Residenza senza contratto affitto: come averla e procedura da seguire

In quali circostanze e in quali modi la legge consente il cambio di residenza senza contratto di affitto. Quali le conseguenze pratiche dell’operazione.

Residenza senza contratto affitto, come averla e procedura da seguire
Residenza senza contratto affitto: come averla e procedura da seguire

Ci si potrebbe domandare se, magari per motivi di lavoro o di studio, la legge consenta di cambiare la residenza e andare a vivere altrove, senza però stipulare – contestualmente – un contratto di locazione o divenire proprietario della casa in cui si vivrà. La risposta, in queste circostanze, è sicuramente positiva. Vediamo perché.

Residenza senza contratto: quando la legge consente lo spostamento della residenza?

Il cambio di residenza non è un’operazione che il privato cittadino può svolgere in assoluta libertà. Deve cioè farsi soltanto laddove sia, allo stesso tempo, spostata anche la cosiddetta dimora, ovvero il luogo in cui la persona svolge abitualmente la sua vita personale (per la distinzione tra residenza, domicilio e dimora, clicca qui). Le norme permettono il cambio di residenza soltanto laddove, in relazione alla nuova abitazione o dimora, sia previsto un atto di proprietà; un contratto di uso gratuito o, come nel caso analizzato qui, sussista la cosiddetta ospitalità.

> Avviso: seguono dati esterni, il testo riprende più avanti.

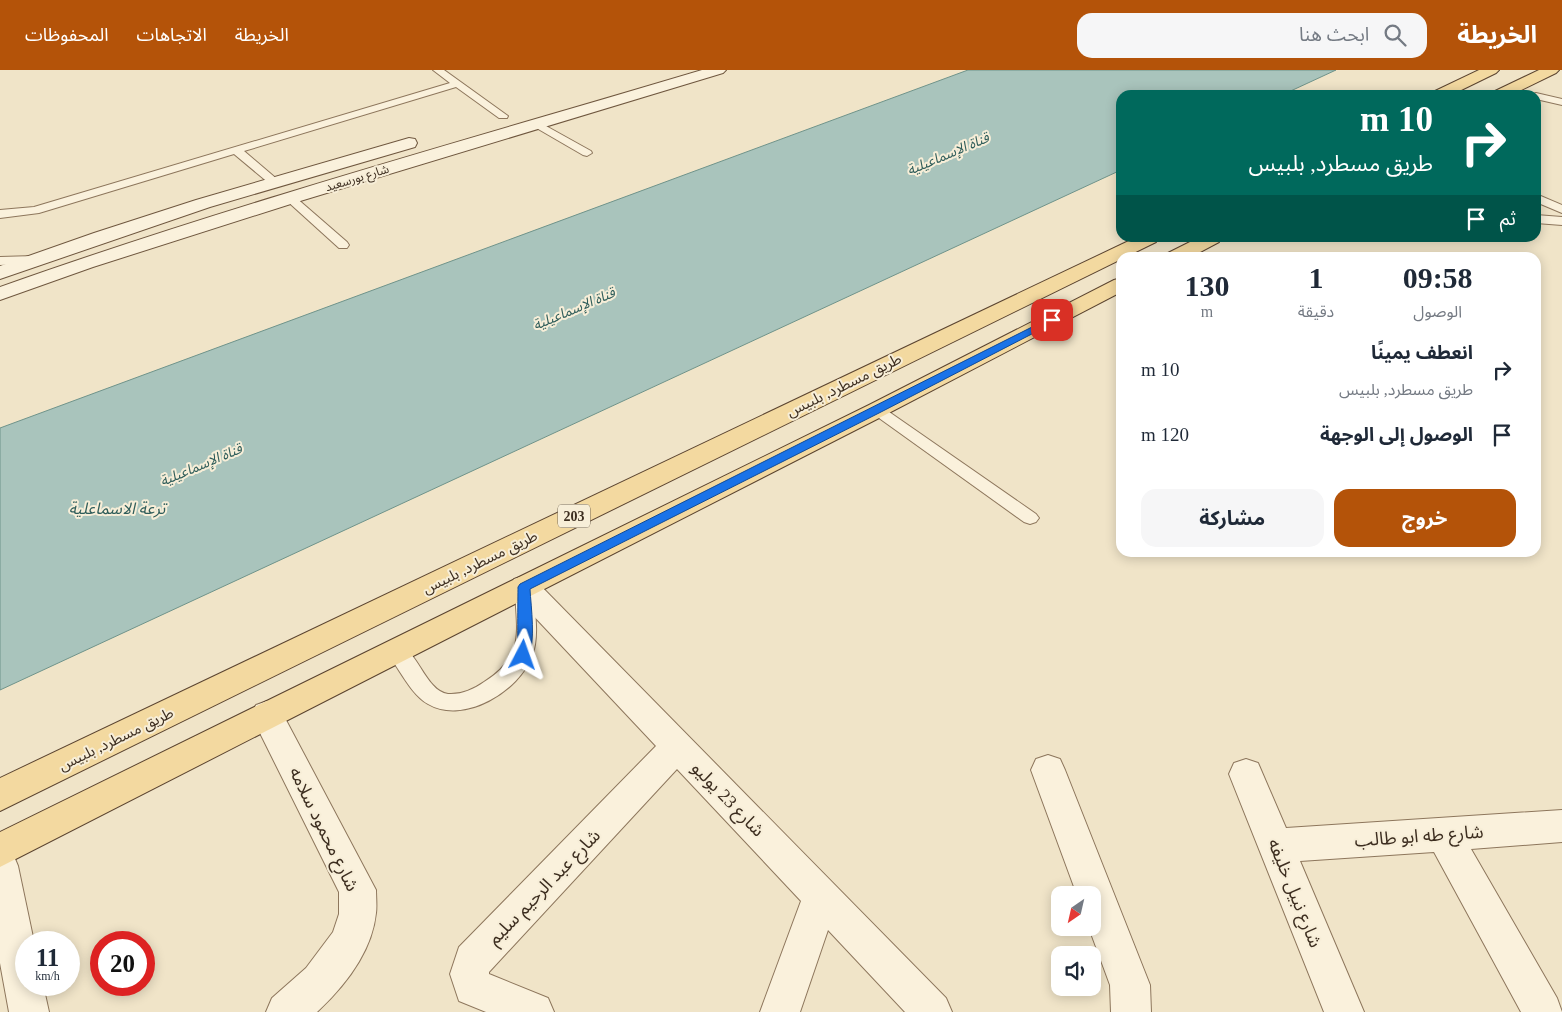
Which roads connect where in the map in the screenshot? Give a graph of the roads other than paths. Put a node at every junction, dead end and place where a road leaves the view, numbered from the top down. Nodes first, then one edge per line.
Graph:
1 (438, 70) edge
2 (660, 70) edge
3 (718, 70) edge
4 (1491, 70) edge
5 (1551, 70) edge
6 (623, 81) dead end
7 (457, 84) junction
8 (1449, 90) edge
9 (1509, 90) edge
10 (1541, 97) edge
11 (1562, 102) edge
12 (521, 110) dead end
13 (503, 116) junction
14 (484, 121) dead end
15 (537, 124) junction
16 (427, 138) dead end
17 (236, 150) junction
18 (587, 153) dead end
19 (274, 182) junction
20 (1541, 190) edge
21 (1562, 196) edge
22 (290, 198) junction
23 (1541, 199) edge
24 (1562, 209) edge
25 (0, 214) edge
26 (1541, 219) edge
27 (1562, 221) edge
28 (1141, 242) edge
29 (1204, 242) edge
30 (343, 245) dead end
31 (1120, 252) edge
32 (1185, 252) edge
33 (1116, 254) edge
34 (34, 260) junction
35 (0, 261) edge
36 (0, 273) edge
37 (1116, 287) edge
38 (0, 294) edge
39 (878, 410) junction
40 (1030, 518) dead end
41 (524, 587) junction
42 (397, 650) junction
43 (267, 715) junction
44 (670, 738) junction
45 (1048, 770) dead end
46 (1246, 774) dead end
47 (0, 795) edge
48 (1562, 826) edge
49 (1444, 835) junction
50 (1276, 846) junction
51 (0, 850) edge
52 (0, 866) edge
53 (820, 896) junction
54 (302, 1007) edge
55 (29, 1012) edge
56 (534, 1012) edge
57 (780, 1012) edge
58 (932, 1012) edge
59 (1131, 1012) edge
60 (1344, 1012) edge
61 (1543, 1012) edge

1 - 7 lane
2 - 6 street
3 - 15 street, شارع بورسعيد
4 - 8 main road
5 - 9 main road
7 - 13 lane
7 - 17 lane
10 - 11 lane
12 - 13 street
13 - 14 street
15 - 18 lane
15 - 22 street, شارع بورسعيد
16 - 19 street, شارع بورسعيد
17 - 19 lane
17 - 25 lane
19 - 34 street, شارع بورسعيد
20 - 21 lane
22 - 30 lane
22 - 38 street, شارع بورسعيد
23 - 24 lane
26 - 27 lane
28 - 31 main road, طريق مسطرد, بلبيس / 203
29 - 32 main road
33 - 47 main road, طريق مسطرد, بلبيس / 203
34 - 35 lane
34 - 36 street, شارع بورسعيد
37 - 39 main road
39 - 40 lane
39 - 41 main road
41 - 42 main road
41 - 42 lane
41 - 44 street, شارع 23 يوليو
42 - 43 main road
43 - 51 main road
43 - 54 street, شارع محمود سلامه
44 - 53 street, شارع 23 يوليو
44 - 56 street, شارع عبد الرحيم سليم
45 - 59 street
46 - 50 street, شارع نبيل خليفه
48 - 49 street, شارع طه ابو طالب
49 - 50 street, شارع طه ابو طالب
49 - 61 street
50 - 60 street, شارع نبيل خليفه
52 - 55 street
53 - 57 street
53 - 58 street, شارع 23 يوليو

Infatti, la legge – senza alcun dubbio – consente il cambiamento di residenza (e di dimora) a chi sia ospite di un amico o conoscente, in un’abitazione di proprietà di quest’ultimo. Tali situazioni ed atti sono però da dichiarare nella domanda di cambio di residenza.

Residenza senza contratto: qual è l’iter da seguire?

Il legislatore è chiaro sulla possibilità di cambiare residenza senza un contratto alla base. Si può fare soltanto laddove ci sia un trasferimento come ospite nella casa del proprietario o di chi vi abita in affitto o comodato d’uso. In pratica, l’indirizzo di questa casa diventerà dimora dell’ospite. La legge però obbliga l’interessato a fare dichiarazione esplicita, presso l’Anagrafe del nuovo Comune. Ciò mostrando l’atto di proprietà o il contratto di locazione dell’ospitante. Nel caso in cui l’ospitante sia affittuario, affinché possa stabilirsi nella casa anche l’ospite, occorrerà il consenso del proprietario.

Circa la procedura da seguire, il futuro ospite dovrà fare domanda con compilazione dell’apposito modulo, che si può consegnare a mano, via fax, per posta o e-mail, al Comune in cui si vuole andare a vivere (con copia del documento di identità). Se il Comune accetterà la domanda, l’ospite sarà considerato residente dalla data di presentazione della domanda. L’iter dura circa 45 giorni, dato che il Comune deve effettuare i contestuali controlli circa la veridicità delle affermazioni dell’interessato. In questi casi, vale peraltro la regola del silenzio-assenso (se il Comune non comunica alcunché entro questo lasso di tempo, l’iscrizione all’Anagrafe è comunque perfezionata). In caso di cambio di residenza, sarà poi cancellata automaticamente la vecchia residenza.

Residenza senza contratto: quali conseguenze per l’ospitato?

La legge ovviamente riserve specifiche conseguenze a chi decide di farsi ospitare. Anzitutto, nel Comune in cui è presente l’abitazione che ospita, è stabilito anche il seggio elettorale e tutti gli uffici comunali, idonei a garantire e consentire l’esercizio dei diritti che il Comune stesso riconosce ai suoi cittadini (compreso l’ospite). È vero che, dal punto di vista delle spese, l’ospitato non paga alcun canone di affitto; è però altrettanto vero che una tassa come quella sui rifiuti, è destinata ad aumentare. Ciò in quanto tale spesa è calcolata sulla base di due parametri: quota fissa legata ai metri quadrati della casa e quota variabile in base al numero di persone che ci vivono.

Altro dato non irrilevante è la valutazione circa la convenienza di indicare, nella domanda di cambio di residenza come ospite, che non si è parte dello stesso nucleo familiare ospitante (la scelta dell’ospite su questo è libera). Nelle circostanze in cui l’interessato dichiarasse di far parte dello stesso nucleo, vi sarebbero conseguenze sul piano della dichiarazione dei redditi annuale e sul cosiddetto ISEE, in particolare in relazione alle esenzioni fiscali familiari. Detto ciò, è comunque possibile che il Comune dell’ospitante conceda sgravi fiscali anche piuttosto consistenti; sarà onere dell’ospite valutare se il Comune di riferimento offra o meno tali sconti.